Fall Kührer: Wie war es wirklich?
Anwalt von Michael K. argumentiert mit Ungereimtheiten im Verfahren und will Wiederaufnahme.
(ae/jrh). Am 27. Juni war es genau 10 Jahre her, dass die damals 16-jährige Julia Kührer aus Pulkau auf dem Heimweg von der Schule verschwunden ist. Fünf Jahre später wurden die sterblichen Überreste des Mädchens von zwei Männern in Dietmannsdorf entdeckt, als sie über einen Zaun auf das Nachbargrundstück, das Michael K. gehörte, kletterten und den dort befindlichen Erdkeller durchsuchten.
Indizienprozess
Michael K., der zum Zeitpunkt von Julias Verschwinden in Pulkau eine Videothek betrieb und Kontakt mit dem Mädchen gehabt haben soll, wurde daraufhin verhaftet. Nach kurzer Zeit musste er, der die Tat immer bestritt, aber wieder freigelassen werden, weil Beweise fehlten.

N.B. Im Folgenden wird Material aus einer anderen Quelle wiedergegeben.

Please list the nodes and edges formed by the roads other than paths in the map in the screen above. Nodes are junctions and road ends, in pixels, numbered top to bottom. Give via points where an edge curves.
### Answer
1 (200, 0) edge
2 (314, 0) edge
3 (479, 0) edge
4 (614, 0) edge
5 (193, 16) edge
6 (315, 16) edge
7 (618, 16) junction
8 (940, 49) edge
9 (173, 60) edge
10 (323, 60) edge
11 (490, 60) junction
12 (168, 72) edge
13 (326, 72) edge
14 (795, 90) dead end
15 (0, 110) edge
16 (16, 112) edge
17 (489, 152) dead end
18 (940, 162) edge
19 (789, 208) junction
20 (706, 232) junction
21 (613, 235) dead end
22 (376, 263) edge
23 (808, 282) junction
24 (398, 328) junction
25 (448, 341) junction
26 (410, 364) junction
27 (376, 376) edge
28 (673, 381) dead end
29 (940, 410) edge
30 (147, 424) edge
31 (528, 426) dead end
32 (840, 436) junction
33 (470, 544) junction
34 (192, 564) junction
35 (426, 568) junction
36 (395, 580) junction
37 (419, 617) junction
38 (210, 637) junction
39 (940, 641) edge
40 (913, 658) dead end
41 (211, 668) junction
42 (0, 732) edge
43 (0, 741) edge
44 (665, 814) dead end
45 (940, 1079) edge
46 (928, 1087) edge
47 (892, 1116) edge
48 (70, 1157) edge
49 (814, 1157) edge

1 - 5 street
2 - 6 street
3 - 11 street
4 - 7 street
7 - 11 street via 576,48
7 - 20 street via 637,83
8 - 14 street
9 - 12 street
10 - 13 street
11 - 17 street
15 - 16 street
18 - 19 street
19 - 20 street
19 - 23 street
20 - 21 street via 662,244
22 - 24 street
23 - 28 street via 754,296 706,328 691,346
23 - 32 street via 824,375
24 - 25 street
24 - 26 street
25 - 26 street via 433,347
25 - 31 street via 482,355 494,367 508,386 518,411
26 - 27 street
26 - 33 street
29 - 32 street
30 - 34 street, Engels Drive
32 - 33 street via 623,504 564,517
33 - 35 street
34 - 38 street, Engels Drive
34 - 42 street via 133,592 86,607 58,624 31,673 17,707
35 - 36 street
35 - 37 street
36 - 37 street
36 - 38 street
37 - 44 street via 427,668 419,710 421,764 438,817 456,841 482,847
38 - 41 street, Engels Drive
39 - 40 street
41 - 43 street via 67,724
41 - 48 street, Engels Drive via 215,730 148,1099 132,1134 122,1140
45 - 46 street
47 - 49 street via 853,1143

Im Dezember 2012 wurde K. aber wieder festgenommen, weil sich auf einem verkohlten Deckenrest, der bei der Leiche gefunden wurde, seine DNA-Spuren fanden. Beim darauffolgenden Mordprozess wurde Michael K., der sich nicht schuldig bekannte, schließlich im September 2013 wegen Mordes zu 20 Jahren Haft verurteilt, wobei sich die Anklage nur auf Indizien und Gutachten stützte. Weil Michael K. immer betonte, zu Unrecht verurteilt worden zu sein, versucht jetzt der Wiener Rechtsanwalt Wolfgang Blaschitz eine Wiederaufnahme des Verfahrens zu erreichen.
Ungereimtheiten
Blaschitz erwähnte im Gespräch mit den Bezirksblättern Ungereimtheiten, auf die er seine Hoffnung stützt, das Verfahren neu aufrollen zu können: „Das ursprüngliche Zeit-Weg-Diagramm, das von den letzten Stunden von Julia Kührer von der Polizei penibel angelegt wurde und K. entlastet hätte, war beim Prozess plötzlich wieder völlig wurscht. Und die DNA-Spur an der Decke wurde bei zwei Untersuchungen nicht gefunden. Erst bei der dritten, und zwar nach einer Hausdurchsuchung bei Michael K.“
Wann er Antrag auf Wiederaufnahme des Verfahrens stellen wird, kann Blaschitz noch nicht sagen, meint aber „ich bin in der Endphase der Arbeiten, das wird noch meine Sommerbeschäftigung. Es wird auf jeden Fall kommen, muss aber auf breiter Basis stehen, damit es nicht gleich verworfen werden kann.“ Und leicht gemacht wird die Arbeit dem Rechtsanwalt offenbar nicht, denn er klagt abschließend: „Ich stoße in Pulkau und Umgebung immer auf eine Mauer des Schweigens. Ein Zustand, der sehr ärgerlich ist.“
Der Pulkauer Bürgermeister Manfred Marihart dazu: „In Pulkau sieht man das eher gelassen. Es wurde ja schon öfter von einer Wiederaufnahme gesprochen. Mir tut nur die Familie leid, weil nie Ruhe ist. Andererseits ist alles, was zu einer gerechten Lösung des Falles beiträgt, zu akzeptieren. Es wäre nur recht, wirklich 100-prozentig zu wissen, wie es wirklich war und die ganze Wahrheit zu kennen.“
Julias Vater, Anton Kührer, dazu: „Meine Frau Brigitte und ich sind den Medien grundsätzlich dankbar für die Berichterstattung, wollen aber zur neuesten Entwicklung keinen Kommentar abgeben."